Life was the center of air nomad philosophy, the very essence that binds us all to the world. To extinguish life was to sever another's connection to the world and cast them into obscurity.
But this went deeper. Aang had experienced his own mortality. Aang had felt life. He saw his own life drift from his body as time seemed to disappear. He experienced the separation of conscious and unconscious thought, and the disintegration of the thin barrier that both surrounds and divides them. As the barrier broke he felt himself sink and float. There was no light, no heat, no sound and no smell. He simply experienced. From seemingly everywhere, even within himself, total nothingness began to envelope him. He didn't feel fear, he didn't feel anything. He just experienced as he ceased to exist. Until suddenly he felt something. He was instantly moving at impossible speed as his senses returned with a vengeance. Screaming winds assaulted his ears while he watched himself breach the surface of the water. He felt foreign hands on his shoulders. He smelled sea salt and strawberries as he noticed thick, dark locks of hair around his face. Immense pressure surrounded him and he took physical form once again. Raw input stormed his brain as he tried to make sense of it. The fog lifted and he realized his eyes were open, staring into the blue eyes of the girl who ripped him back from the abyss. And then there was nothing. With a shooting pain unlike everything he had ever felt, he realized his eyes were closed once again. When he awoke, he was aboard a ship.
The memory of his own death haunted him.
Reliving it was not a jarring experience. It was more like a slow suffocation. He knew what was happening, but he could do nothing as he seemed to exhale twice as much as he inhaled when he tried to breathe.
How could he do that to someone? How could he put another human through that?
None of it seemed right. None of it seemed fair.
And with that, it all went downhill. His mental fortitude was no match for the torrent of brooding, selfish thoughts he usually deemed too depreciating to be any good.
Why me? It's not fair. I already lost everything! How am I solely responsible for everyone's well-being?! How come no one stopped the fire nation before it was too late? Entire kingdoms stood by idly while the fire nation wiped out an entire race! They should have worked together to put a stop to fire nation aggression before it had the entire world in a choke hold!
…
I DIDN'T MEAN TO ABANDON THE WORLD! I WAS SCARED! I WAS ALONE!
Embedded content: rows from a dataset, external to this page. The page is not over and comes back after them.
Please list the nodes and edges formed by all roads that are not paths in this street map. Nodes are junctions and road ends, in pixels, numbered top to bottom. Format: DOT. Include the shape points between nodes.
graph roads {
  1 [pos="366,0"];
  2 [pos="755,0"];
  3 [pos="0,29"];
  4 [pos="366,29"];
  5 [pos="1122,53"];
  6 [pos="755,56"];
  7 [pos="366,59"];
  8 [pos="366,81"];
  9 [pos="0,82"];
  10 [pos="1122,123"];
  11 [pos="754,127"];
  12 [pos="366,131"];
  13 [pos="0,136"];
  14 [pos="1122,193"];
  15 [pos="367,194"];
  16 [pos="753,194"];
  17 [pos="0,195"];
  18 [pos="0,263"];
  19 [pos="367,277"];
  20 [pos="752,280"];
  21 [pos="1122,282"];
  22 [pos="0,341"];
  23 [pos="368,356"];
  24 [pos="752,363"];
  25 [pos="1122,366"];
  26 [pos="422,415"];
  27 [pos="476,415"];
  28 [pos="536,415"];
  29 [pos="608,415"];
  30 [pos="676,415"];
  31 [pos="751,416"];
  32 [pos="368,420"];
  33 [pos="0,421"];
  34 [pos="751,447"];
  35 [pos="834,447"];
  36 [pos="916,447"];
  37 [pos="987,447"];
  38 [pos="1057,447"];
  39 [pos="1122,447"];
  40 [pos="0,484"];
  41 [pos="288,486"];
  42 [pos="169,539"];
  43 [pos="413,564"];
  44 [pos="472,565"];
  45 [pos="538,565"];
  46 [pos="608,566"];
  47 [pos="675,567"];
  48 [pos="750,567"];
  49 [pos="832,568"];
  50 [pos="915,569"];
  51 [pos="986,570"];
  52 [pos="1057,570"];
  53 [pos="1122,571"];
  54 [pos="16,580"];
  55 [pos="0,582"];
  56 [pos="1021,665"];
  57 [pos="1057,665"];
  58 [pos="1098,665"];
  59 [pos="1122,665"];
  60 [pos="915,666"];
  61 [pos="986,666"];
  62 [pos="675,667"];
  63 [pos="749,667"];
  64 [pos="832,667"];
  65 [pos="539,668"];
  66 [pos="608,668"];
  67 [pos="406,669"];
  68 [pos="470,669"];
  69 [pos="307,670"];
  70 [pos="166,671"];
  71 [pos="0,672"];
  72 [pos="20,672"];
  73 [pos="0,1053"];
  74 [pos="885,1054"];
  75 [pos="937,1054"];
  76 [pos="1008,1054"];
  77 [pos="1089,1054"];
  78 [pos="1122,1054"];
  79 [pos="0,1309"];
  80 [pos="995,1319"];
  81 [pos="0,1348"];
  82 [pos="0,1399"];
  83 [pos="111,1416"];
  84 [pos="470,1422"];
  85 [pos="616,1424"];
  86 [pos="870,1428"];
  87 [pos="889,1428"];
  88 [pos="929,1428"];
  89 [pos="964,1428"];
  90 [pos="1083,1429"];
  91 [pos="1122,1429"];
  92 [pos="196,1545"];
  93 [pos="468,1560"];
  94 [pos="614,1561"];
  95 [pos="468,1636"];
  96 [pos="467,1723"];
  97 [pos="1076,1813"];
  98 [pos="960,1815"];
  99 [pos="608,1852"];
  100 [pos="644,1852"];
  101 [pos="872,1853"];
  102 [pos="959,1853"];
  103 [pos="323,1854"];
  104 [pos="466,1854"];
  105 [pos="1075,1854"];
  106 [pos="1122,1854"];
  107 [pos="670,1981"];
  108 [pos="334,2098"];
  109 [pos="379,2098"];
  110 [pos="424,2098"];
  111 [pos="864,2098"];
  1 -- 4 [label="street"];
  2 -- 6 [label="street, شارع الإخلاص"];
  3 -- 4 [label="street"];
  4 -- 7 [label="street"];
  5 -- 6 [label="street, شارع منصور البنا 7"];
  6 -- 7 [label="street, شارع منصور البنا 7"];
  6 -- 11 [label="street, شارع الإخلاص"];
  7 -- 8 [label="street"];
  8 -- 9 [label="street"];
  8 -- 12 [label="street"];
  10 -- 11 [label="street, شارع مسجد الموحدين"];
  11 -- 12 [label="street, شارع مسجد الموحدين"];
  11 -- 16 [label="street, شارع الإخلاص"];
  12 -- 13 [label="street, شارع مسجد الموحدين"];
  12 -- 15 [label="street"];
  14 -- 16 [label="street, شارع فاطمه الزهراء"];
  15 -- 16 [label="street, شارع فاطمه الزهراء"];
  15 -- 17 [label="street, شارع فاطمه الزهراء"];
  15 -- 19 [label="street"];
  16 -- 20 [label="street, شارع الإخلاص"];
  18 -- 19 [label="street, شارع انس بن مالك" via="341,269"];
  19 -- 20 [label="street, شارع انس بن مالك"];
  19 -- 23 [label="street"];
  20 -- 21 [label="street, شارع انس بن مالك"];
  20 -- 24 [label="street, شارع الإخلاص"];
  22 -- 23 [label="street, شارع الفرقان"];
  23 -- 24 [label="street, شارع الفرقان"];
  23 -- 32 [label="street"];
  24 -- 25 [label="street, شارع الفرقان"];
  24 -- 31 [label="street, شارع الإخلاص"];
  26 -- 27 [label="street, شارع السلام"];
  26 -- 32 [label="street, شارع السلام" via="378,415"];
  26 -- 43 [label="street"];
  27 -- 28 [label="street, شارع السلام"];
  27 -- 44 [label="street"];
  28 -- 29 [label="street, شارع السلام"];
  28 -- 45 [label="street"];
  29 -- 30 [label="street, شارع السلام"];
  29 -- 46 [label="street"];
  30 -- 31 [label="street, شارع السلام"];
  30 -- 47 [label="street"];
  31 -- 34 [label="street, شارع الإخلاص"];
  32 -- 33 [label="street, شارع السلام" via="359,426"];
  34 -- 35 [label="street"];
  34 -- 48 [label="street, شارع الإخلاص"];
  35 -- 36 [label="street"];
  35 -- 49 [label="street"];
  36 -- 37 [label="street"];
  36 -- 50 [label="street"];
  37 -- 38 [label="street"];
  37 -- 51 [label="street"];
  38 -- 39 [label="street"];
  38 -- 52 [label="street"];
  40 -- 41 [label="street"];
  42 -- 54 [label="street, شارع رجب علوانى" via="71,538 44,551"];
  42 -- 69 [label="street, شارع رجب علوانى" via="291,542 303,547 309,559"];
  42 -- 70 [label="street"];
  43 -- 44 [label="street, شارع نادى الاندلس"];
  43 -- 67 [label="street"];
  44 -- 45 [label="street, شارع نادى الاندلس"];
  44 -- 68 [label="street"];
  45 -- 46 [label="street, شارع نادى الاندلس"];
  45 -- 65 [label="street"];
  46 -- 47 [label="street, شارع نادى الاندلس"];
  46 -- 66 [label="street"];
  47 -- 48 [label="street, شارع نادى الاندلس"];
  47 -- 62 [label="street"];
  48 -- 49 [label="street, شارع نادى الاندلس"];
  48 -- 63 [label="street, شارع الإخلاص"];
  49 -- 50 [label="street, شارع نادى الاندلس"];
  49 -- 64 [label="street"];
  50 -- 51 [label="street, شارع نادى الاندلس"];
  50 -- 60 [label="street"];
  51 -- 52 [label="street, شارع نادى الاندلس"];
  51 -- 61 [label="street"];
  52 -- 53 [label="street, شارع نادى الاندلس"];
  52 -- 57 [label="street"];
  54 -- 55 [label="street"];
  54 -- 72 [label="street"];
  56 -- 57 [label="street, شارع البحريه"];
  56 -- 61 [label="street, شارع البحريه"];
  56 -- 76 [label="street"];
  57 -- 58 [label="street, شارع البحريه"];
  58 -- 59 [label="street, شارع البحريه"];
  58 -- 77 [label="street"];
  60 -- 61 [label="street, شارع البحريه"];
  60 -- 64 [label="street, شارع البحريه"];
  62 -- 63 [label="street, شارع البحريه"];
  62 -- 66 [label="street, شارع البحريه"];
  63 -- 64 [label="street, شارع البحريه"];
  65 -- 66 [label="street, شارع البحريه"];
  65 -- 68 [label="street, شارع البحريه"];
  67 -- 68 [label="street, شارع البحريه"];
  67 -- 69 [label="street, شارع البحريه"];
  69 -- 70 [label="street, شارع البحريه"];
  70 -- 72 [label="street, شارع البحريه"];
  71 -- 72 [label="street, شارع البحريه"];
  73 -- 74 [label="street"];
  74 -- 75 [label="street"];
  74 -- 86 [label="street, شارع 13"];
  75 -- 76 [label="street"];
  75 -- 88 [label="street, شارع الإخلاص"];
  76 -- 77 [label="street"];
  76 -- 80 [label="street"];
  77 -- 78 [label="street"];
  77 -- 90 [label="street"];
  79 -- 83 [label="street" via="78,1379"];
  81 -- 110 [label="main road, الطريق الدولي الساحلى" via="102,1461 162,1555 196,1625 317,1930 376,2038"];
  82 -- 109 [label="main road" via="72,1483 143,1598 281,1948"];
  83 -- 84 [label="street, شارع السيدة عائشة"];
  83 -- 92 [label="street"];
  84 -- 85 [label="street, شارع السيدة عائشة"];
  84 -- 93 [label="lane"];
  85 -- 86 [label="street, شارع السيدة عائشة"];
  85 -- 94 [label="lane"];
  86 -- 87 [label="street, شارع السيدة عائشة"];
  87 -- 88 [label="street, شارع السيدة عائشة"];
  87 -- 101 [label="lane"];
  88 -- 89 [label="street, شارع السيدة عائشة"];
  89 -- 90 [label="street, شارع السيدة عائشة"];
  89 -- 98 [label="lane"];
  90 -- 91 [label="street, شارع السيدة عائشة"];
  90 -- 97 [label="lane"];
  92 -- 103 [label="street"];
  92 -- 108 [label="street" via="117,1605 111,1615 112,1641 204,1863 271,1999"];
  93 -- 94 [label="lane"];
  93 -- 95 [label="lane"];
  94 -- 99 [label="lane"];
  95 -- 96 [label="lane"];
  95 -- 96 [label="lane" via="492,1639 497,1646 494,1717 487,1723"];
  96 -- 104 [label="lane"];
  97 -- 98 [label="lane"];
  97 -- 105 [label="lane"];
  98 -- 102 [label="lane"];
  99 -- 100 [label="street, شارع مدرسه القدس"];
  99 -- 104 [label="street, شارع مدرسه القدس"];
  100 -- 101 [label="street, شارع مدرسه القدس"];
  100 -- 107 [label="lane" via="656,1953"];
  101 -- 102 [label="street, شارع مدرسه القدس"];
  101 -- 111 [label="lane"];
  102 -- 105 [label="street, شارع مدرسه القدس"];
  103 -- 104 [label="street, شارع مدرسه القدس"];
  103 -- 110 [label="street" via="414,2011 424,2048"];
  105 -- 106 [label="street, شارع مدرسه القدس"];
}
I SHOULD HAVE DROWNED IN THAT STORM INSTEAD OF SAVING MYSELF AND DELAYING THE AVATAR CYCLE!
…
But I didn't. I lived. And now I'm here. Alone.
But I have friends! Right?
Friends that would risk their lives for me!
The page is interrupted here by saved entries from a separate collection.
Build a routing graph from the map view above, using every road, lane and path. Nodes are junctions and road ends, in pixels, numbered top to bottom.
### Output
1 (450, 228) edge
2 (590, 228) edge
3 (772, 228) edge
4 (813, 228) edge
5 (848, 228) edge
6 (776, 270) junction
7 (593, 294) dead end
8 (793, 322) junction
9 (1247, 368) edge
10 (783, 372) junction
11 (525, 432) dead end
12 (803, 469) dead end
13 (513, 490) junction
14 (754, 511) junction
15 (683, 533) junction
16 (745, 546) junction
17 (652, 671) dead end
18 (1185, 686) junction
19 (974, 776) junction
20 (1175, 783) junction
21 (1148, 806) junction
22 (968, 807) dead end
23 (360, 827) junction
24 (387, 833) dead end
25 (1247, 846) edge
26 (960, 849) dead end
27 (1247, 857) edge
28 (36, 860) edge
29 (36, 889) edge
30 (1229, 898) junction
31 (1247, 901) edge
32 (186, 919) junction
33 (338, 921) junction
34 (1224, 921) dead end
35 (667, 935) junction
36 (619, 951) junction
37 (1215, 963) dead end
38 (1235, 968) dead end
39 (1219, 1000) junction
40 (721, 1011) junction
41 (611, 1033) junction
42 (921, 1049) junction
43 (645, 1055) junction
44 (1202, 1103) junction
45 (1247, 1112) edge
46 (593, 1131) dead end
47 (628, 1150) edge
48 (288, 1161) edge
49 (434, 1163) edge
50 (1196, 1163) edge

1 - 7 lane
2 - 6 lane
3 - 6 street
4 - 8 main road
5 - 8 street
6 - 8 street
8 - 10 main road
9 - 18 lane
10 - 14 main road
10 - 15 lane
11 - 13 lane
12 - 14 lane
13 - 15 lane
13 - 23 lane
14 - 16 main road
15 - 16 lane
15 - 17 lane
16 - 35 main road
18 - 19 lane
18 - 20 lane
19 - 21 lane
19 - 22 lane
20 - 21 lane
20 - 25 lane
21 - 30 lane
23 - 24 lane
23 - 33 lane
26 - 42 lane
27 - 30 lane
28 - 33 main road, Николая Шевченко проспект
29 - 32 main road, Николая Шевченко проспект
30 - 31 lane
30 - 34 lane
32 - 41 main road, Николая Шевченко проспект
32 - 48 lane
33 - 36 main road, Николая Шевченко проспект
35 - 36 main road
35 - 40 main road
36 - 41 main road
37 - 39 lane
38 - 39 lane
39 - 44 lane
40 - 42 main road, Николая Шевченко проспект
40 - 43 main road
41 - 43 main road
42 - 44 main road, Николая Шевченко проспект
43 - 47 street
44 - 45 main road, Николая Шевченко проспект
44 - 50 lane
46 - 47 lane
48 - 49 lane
No. Friends that would risk their lives for the Avatar.
Friends that would give up Aang if it meant the war would end.
Friends that didn't care what emerged from the rubble, as long as Ozai didn't.
Friends that can all see the bigger picture.
I'm the Avatar.
I'm a tool, a means to end the war.
I'm the Avatar, and after this battle I will be nothing more.
And with that, he succumbed to the drowsiness that had plagued him for hours.
His only dreams were of a moving island that seemed to call to him.